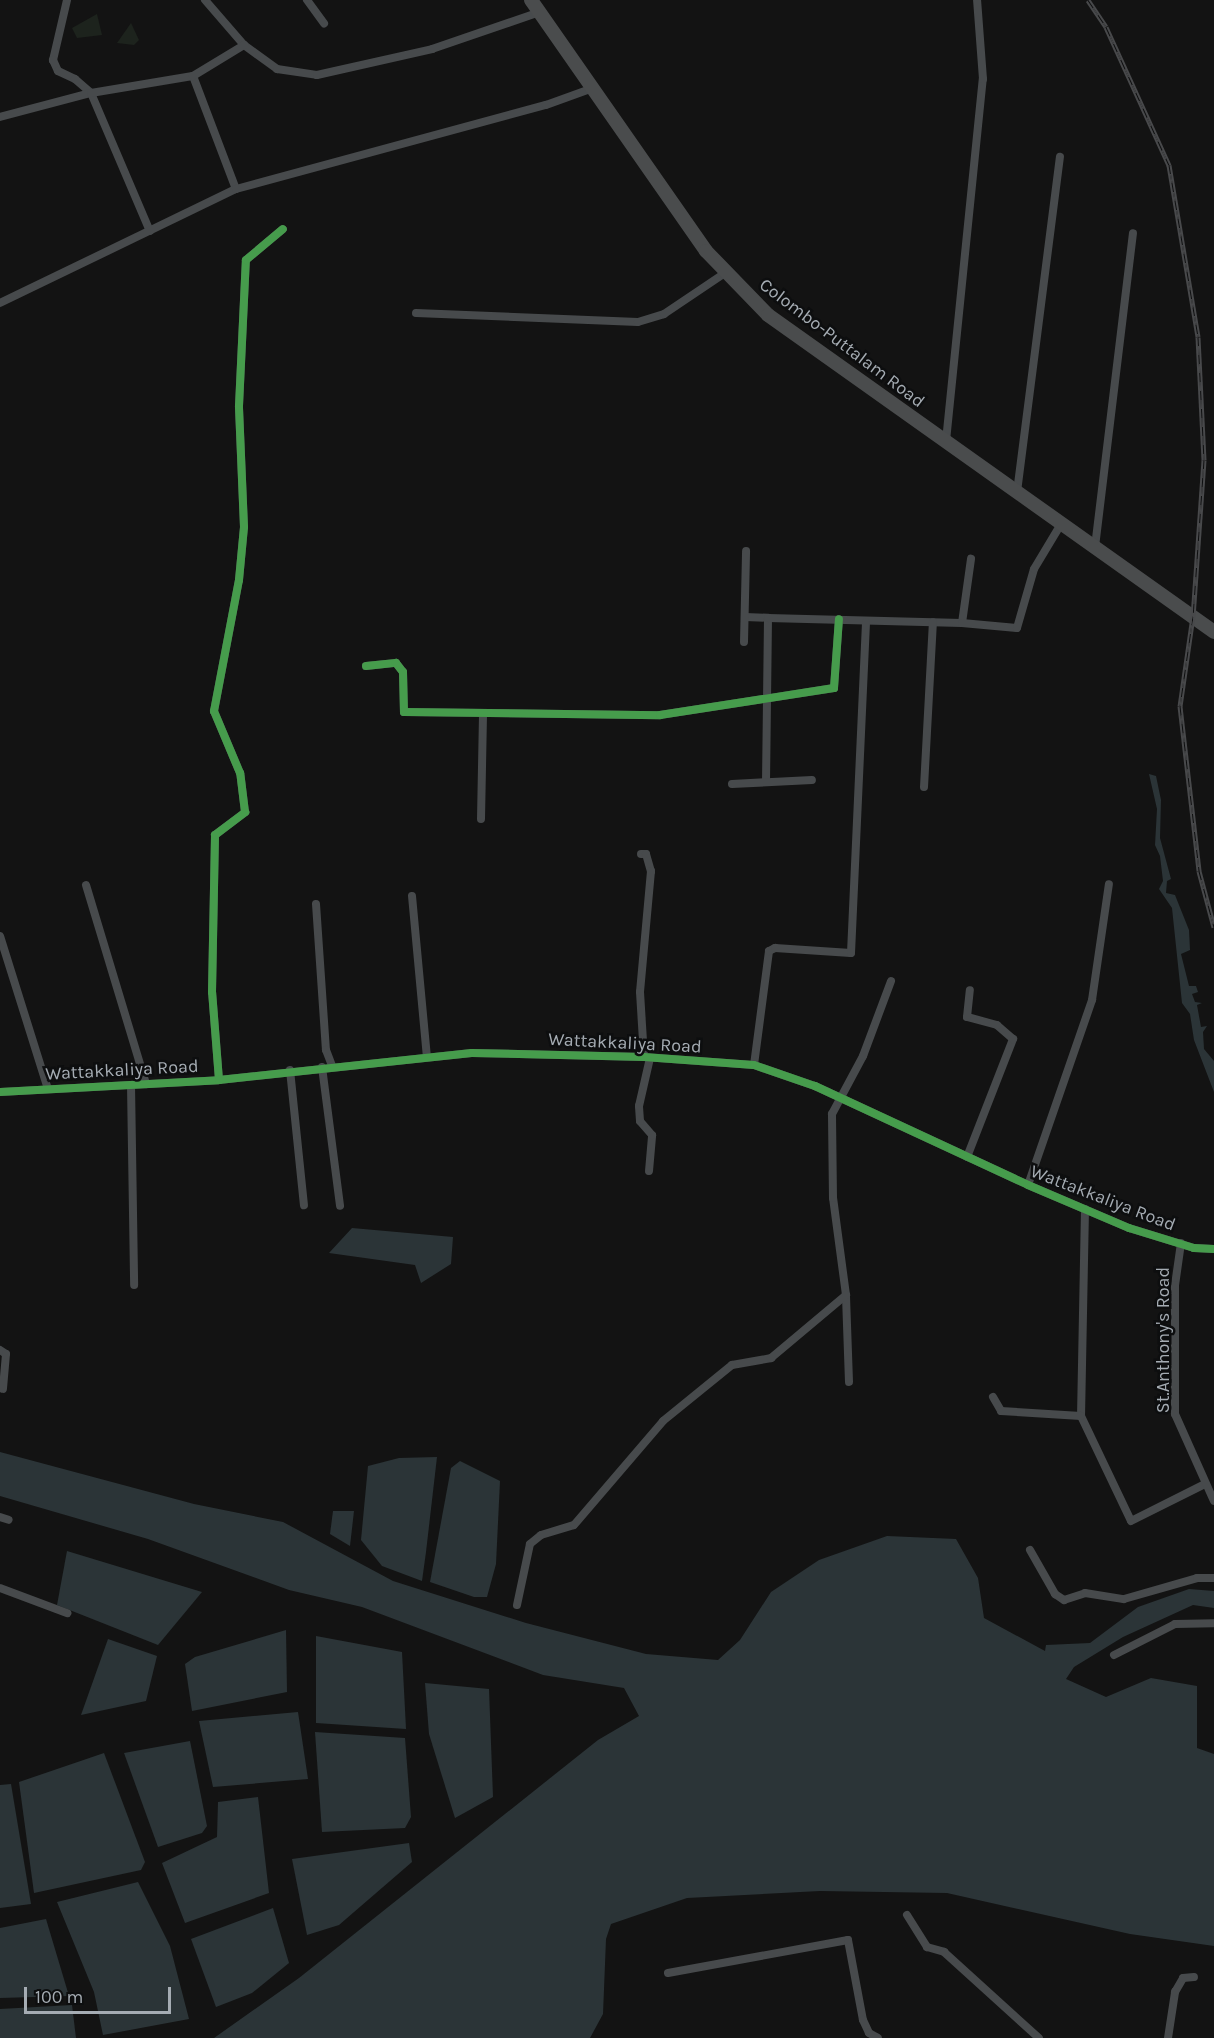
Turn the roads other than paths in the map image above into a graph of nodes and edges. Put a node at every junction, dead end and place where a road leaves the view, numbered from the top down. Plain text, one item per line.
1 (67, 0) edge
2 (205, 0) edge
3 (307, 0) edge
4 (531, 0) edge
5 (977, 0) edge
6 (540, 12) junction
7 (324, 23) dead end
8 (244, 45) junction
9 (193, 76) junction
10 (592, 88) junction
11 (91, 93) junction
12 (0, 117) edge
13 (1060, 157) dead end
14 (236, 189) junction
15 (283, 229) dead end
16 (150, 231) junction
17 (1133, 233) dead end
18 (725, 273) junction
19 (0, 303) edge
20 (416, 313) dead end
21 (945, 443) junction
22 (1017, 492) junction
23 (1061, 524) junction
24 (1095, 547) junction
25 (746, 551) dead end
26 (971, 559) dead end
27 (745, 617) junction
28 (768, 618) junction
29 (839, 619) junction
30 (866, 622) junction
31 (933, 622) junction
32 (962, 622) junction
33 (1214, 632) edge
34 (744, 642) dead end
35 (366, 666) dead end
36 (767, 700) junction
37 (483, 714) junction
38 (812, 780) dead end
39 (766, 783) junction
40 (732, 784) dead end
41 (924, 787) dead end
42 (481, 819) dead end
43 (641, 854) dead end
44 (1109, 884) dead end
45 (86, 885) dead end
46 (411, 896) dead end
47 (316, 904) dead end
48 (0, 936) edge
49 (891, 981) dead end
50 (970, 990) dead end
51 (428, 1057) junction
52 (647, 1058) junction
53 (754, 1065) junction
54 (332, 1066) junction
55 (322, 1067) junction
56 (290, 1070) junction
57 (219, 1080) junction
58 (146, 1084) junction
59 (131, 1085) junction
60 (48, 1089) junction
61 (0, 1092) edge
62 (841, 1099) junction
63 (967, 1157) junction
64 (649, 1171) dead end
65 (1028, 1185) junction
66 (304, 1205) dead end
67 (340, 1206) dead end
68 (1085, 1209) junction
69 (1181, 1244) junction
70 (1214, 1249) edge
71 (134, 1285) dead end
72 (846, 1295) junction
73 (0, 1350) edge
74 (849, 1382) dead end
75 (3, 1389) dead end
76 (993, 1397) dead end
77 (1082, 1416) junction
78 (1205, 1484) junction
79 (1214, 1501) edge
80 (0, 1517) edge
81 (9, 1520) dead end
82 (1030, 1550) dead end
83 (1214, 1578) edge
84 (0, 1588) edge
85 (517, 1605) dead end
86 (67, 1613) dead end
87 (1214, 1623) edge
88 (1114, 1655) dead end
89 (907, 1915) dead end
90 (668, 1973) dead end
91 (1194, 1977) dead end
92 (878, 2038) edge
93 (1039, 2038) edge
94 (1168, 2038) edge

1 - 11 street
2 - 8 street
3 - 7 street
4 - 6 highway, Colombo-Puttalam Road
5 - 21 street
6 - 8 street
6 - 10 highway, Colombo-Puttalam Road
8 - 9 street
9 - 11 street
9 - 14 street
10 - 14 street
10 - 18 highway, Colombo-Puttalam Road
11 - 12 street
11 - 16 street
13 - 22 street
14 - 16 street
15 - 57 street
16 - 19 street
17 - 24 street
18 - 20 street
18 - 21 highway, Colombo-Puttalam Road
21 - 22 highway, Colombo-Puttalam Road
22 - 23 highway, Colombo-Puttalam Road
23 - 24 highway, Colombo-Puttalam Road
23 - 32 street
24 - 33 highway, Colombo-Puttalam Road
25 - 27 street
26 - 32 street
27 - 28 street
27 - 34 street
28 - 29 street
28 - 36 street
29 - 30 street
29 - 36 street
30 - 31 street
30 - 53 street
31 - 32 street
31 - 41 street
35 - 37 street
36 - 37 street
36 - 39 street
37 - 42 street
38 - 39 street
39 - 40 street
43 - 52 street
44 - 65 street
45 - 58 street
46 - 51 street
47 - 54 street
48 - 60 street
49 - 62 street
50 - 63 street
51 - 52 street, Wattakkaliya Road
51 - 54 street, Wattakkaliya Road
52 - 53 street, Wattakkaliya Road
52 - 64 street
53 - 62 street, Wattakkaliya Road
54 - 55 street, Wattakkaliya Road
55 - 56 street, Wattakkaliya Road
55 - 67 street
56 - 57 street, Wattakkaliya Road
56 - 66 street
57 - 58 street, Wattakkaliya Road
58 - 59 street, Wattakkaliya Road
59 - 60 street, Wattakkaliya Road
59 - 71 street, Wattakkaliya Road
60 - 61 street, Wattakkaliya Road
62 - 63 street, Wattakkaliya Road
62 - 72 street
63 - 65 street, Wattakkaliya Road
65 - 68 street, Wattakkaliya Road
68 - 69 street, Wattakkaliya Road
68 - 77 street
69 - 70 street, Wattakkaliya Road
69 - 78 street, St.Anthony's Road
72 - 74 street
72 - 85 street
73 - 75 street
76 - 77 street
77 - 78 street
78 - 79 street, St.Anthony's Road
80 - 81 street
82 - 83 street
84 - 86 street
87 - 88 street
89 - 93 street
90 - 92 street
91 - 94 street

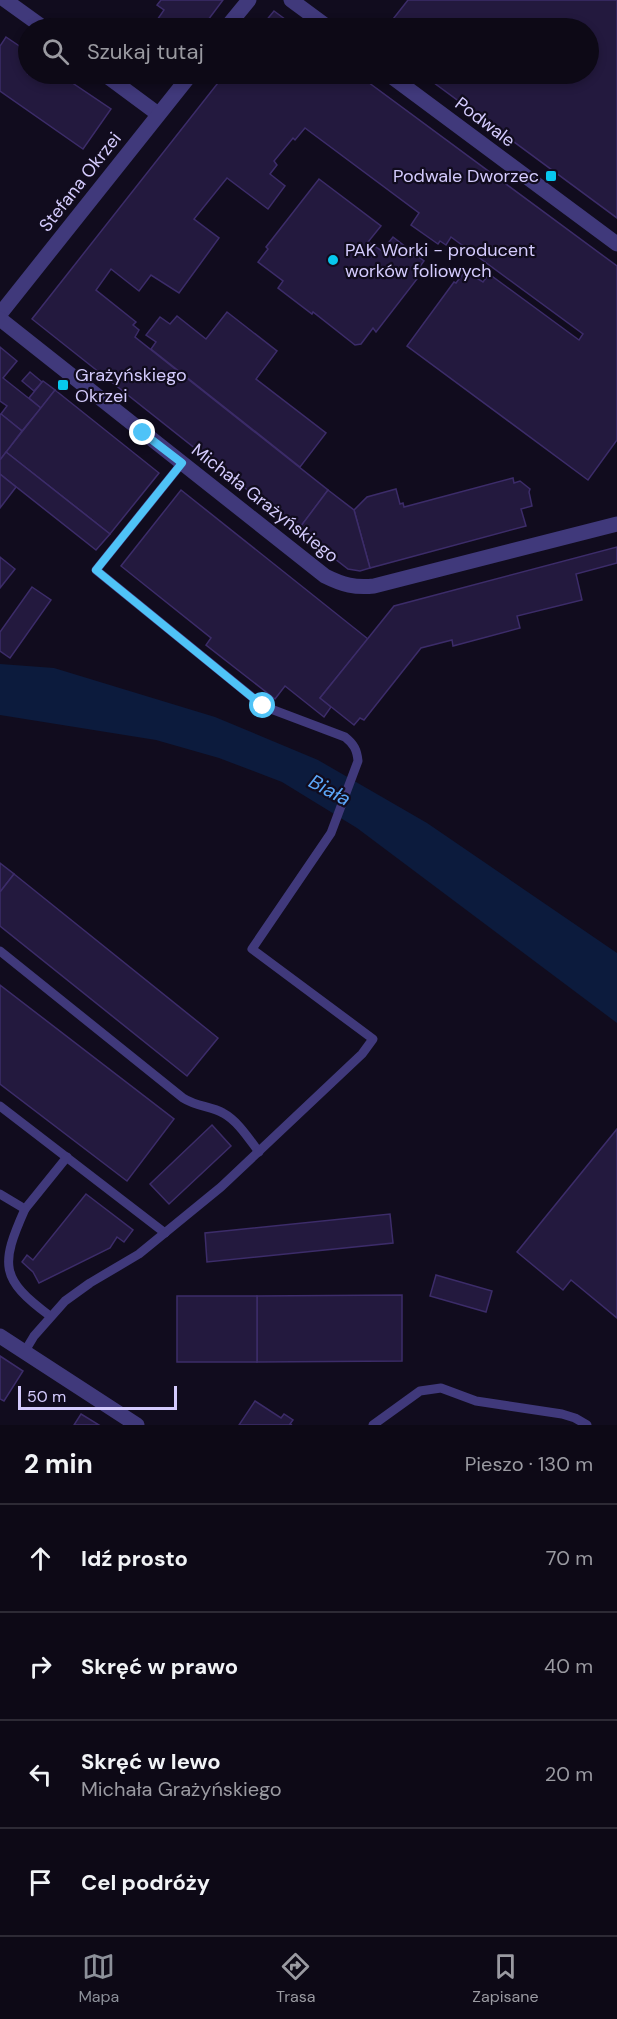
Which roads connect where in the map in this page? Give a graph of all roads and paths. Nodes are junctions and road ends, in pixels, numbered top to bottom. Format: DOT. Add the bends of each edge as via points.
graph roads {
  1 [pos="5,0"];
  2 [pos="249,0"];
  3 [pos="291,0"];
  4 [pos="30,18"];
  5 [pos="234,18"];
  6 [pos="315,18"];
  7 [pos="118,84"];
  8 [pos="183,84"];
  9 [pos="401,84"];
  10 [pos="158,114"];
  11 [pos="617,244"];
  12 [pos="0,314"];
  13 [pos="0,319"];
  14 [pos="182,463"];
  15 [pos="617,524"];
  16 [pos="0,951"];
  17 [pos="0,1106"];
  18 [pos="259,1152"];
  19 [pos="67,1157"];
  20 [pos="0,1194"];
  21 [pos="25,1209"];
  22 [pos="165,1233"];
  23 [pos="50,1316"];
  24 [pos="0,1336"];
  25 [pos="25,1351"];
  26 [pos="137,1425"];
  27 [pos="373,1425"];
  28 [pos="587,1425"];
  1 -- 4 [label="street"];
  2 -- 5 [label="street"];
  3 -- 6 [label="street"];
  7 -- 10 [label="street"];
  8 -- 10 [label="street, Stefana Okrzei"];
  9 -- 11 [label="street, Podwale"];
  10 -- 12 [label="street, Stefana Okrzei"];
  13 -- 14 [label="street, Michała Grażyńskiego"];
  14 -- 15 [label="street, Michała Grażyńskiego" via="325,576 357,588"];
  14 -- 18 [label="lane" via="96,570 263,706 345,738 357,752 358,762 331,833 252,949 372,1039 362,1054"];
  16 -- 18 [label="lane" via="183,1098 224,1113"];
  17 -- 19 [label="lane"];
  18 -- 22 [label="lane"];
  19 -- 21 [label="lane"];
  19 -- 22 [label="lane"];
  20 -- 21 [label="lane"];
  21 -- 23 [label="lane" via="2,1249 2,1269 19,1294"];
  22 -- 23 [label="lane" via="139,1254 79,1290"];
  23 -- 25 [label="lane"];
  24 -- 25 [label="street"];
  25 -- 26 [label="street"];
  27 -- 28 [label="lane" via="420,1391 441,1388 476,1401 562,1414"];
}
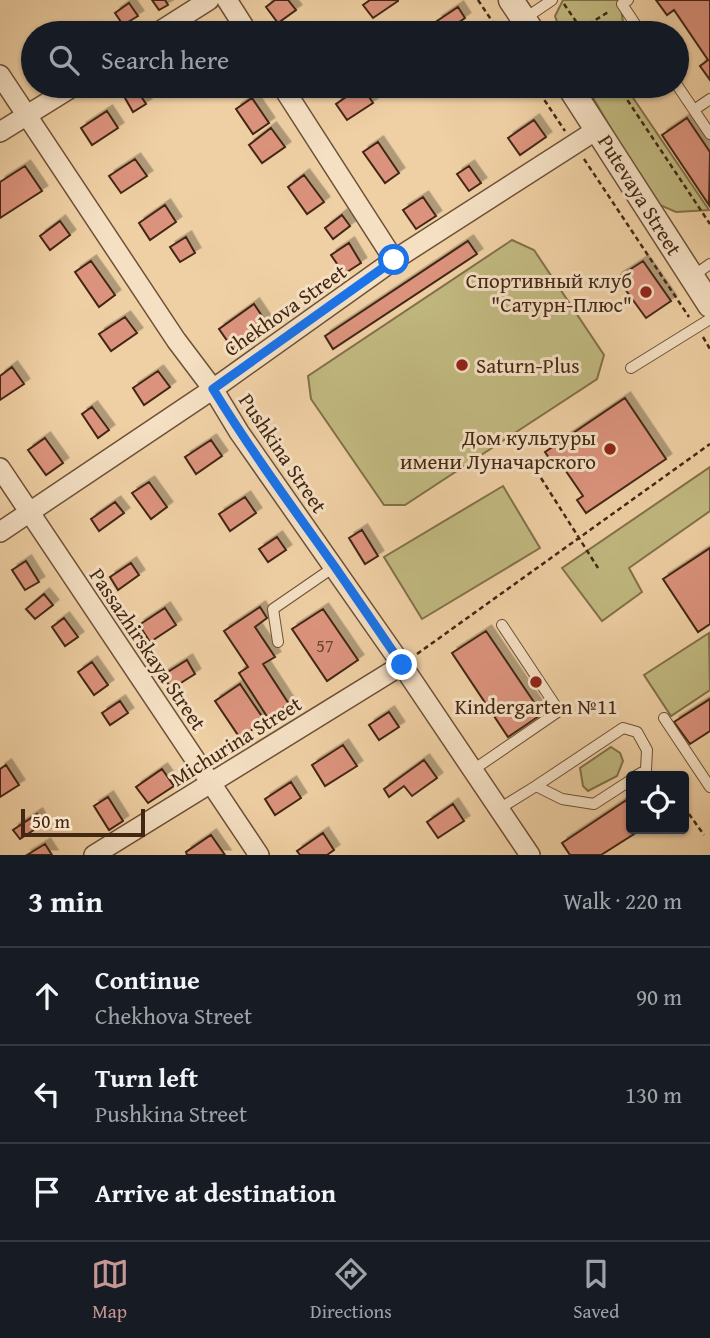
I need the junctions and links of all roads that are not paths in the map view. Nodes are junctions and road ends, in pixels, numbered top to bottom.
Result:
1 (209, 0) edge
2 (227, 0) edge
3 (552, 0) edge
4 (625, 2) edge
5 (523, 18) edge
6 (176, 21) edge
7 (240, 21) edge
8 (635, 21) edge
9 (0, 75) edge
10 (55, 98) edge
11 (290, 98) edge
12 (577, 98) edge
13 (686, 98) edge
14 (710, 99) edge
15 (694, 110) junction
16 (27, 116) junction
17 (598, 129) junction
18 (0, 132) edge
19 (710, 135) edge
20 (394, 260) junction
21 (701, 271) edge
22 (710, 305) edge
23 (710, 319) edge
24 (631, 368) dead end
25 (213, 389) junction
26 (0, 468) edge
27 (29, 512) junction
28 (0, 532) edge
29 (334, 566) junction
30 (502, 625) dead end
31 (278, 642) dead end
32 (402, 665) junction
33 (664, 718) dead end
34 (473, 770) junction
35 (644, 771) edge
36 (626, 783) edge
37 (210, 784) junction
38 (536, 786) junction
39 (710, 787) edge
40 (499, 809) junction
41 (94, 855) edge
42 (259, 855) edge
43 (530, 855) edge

——————

**TASK BRIEF:** Transcribe the records above exactly, but only from the line that contains "I need the junctions" through their final line, inclusive.

**YOUR SOLUTION:**
I need the junctions and links of all roads that are not paths in the map view. Nodes are junctions and road ends, in pixels, numbered top to bottom.
Result:
1 (209, 0) edge
2 (227, 0) edge
3 (552, 0) edge
4 (625, 2) edge
5 (523, 18) edge
6 (176, 21) edge
7 (240, 21) edge
8 (635, 21) edge
9 (0, 75) edge
10 (55, 98) edge
11 (290, 98) edge
12 (577, 98) edge
13 (686, 98) edge
14 (710, 99) edge
15 (694, 110) junction
16 (27, 116) junction
17 (598, 129) junction
18 (0, 132) edge
19 (710, 135) edge
20 (394, 260) junction
21 (701, 271) edge
22 (710, 305) edge
23 (710, 319) edge
24 (631, 368) dead end
25 (213, 389) junction
26 (0, 468) edge
27 (29, 512) junction
28 (0, 532) edge
29 (334, 566) junction
30 (502, 625) dead end
31 (278, 642) dead end
32 (402, 665) junction
33 (664, 718) dead end
34 (473, 770) junction
35 (644, 771) edge
36 (626, 783) edge
37 (210, 784) junction
38 (536, 786) junction
39 (710, 787) edge
40 (499, 809) junction
41 (94, 855) edge
42 (259, 855) edge
43 (530, 855) edge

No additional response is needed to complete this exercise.